Yet Another View of Cuba's Medical Experience
"In Cuba, products were developed to solve pressing health problems, unlike in other countries, where commercial interests prevailed."
World Health Organization report
"The data is intriguing, but we need to do more definitive studies."
Justin F. Gainor, oncologist, Massachusetts General Hospital
"Since I have been taking Cimavax, it [lung cancer] hasn't come back."
"There's no doubt that without this medicine [Cimavax], I would be dead."
Mick Phillips, 69, Appleton, Wisconsin
Cancer patients from Canada and the United States have been travelling to Cuba for the promise held out by a vaccine that appears to be able to halt the progress of the cancer they're suffering from, even those who have been diagnosed with late-stage cancer that is seen to be incurable by any methods currently practised in North America. Cuba's vaunted biotechnology industry is known to have produced a cancer vaccine that appears effective, but is not approved for use in the United States.
So, 78-year-old Zuby Malik, just incidentally a retired obstetrician-gynecologist, who was diagnosed with Stage 4 non-small-cell lung cancer a year earlier, and who has undergone and exhausted treatments available to her in the United States to little avail, determined to travel to Cuba to bring back with her the cancer vaccine that many other Americans have been successfully using to treat their cancer where all other optional treatments have been tried and found lacking.
New York Governor Andrew Cuomo, in recognition of the medical tourism undertaken by Americans, has given public notice that the Roswell Park Cancer Institute in Buffalo has received the requisite authorization to enable it to conduct a clinical trial of Cimavax, the Cuban vaccine for lung cancer. This would be the first time in sixty years that Cuban and American institutions have partnered scientifically in a joint venture.
Cimavax was developed initially in a bid to halt the growth of cancer and to block cancer from recurring in people diagnosed with non-small-cell lung cancer. The drug is geared to stimulate the immune system of the body in the production of antibodies to bind to a protein called epidermal growth factor (E.G.F.), preventing the protein from further feeding the cancer's growth. The drug is available in Peru, Paraguay, Colombia and Bosnia and Herzegovia.
Although trials undertaken in Cuba have manifested a modest benefit where, in the most recent trial, patients given the vaccine after chemotherapy treatment lived only about three to five months longer than those who did not receive the vaccine, it continues to hold out hope in the minds of those patients with nothing left to lose but their lives. The Cuban study was published in the journal Clinical Cancer Research. It found that patients who were vaccinated with Cimavax who had a high concentration of E.G.F. in their blood lived longer than the others.
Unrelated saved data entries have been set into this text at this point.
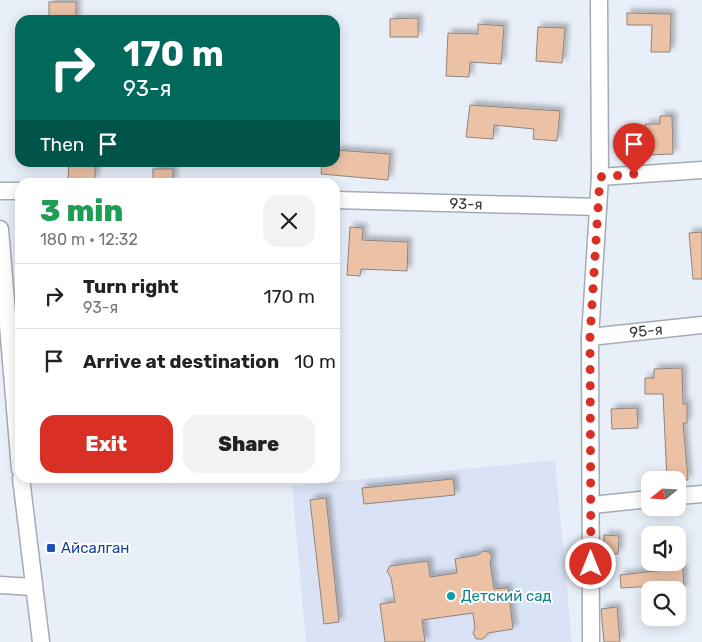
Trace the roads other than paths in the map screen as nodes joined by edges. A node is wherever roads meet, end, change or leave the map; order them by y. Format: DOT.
graph roads {
  1 [pos="599,0"];
  2 [pos="702,170"];
  3 [pos="600,177"];
  4 [pos="0,191"];
  5 [pos="15,191"];
  6 [pos="340,200"];
  7 [pos="598,207"];
  8 [pos="0,229"];
  9 [pos="702,325"];
  10 [pos="590,337"];
  11 [pos="15,392"];
  12 [pos="22,483"];
  13 [pos="702,494"];
  14 [pos="686,495"];
  15 [pos="641,500"];
  16 [pos="592,505"];
  17 [pos="0,585"];
  18 [pos="33,587"];
  19 [pos="41,642"];
  20 [pos="591,642"];
  1 -- 3 [label="street"];
  2 -- 3 [label="street"];
  3 -- 7 [label="street"];
  4 -- 5 [label="street"];
  6 -- 7 [label="street, 93-я"];
  7 -- 10 [label="street"];
  8 -- 11 [label="street"];
  9 -- 10 [label="street, 95-я"];
  10 -- 16 [label="street"];
  12 -- 18 [label="street"];
  13 -- 14 [label="street"];
  15 -- 16 [label="street"];
  16 -- 20 [label="street"];
  17 -- 18 [label="street"];
  18 -- 19 [label="street"];
}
Foreign medical tourists are exposed to an initial round of four injections at an international health center, La Pradera, catering for the most part to foreign patients in Havana. Thereafter, patients continue to administer themselves their periodic injections at home, for up to several months on the Cimavax protocol. Cuba, famously known for its superb cigar production favoured the world over, was plagued by a high rate of lung cancer.
Which led Cuban researchers to work on Cimavax, and it was produced in the 1990s. Patients began receiving the vaccine free of charge, in 2011. It has since been administered to over four thousand patients worldwide, according to Roswell Park Cancer Institute in Buffalo, set to begin their own trials on the promising new treatment. The Roswell Park trial plans to combine the vaccine with a form of immunotherapy named a checkpoint inhibitor that restrains the cancer from turning off a patient's immune system.
In Cuba, a four-shot dose of Cimavax has a price tag of up to $100 to manufacture, according to Dr. Kelvin Lee, chairman of immunology at Roswell Park. Mr. Phillips, a lifelong smoker whose diagnosis came in 2009, estimates that he pays $9,000 for his yearly supply of Cimavax; roughly $1,500 each dose. In some patients' experience the price has dropped to $850 each dose. The entire cost of the trip to Cuba can amount to over $15,000 taking into account airfare, lodging at La Pradera and a few months' worth of the vaccine.
For Mr. Phillips, the vaccine has been a godsend, extending his life far longer than he was given hope for. For Ms. Malik, the experience has been less than stellar. The fluid in her lungs initially diminished with the first injection of the vaccine, but since then fluid has once again filled her right lung. She has become weak and short of breath, and her son said she is now considering dropping Cimavax. "It's not panning out as we'd hoped It's really like the Wild West trying to know what is best to do", he stated.
Say what one will of the countless negatives of Cuba's loyalty to the communist ideal, its health system presents as a model of true health-care benevolence within a rigidly authoritarian regime. Its rigorous bioscientific research is undertaken with the health of its population uppermost in mind. And its pharmaceutical production is not primarily greed-inspired, profit-motivated, marketing its products at astronomical pricing as reflected in the free-market system of capitalism. It is instead modestly priced, to make it available to those in dire need.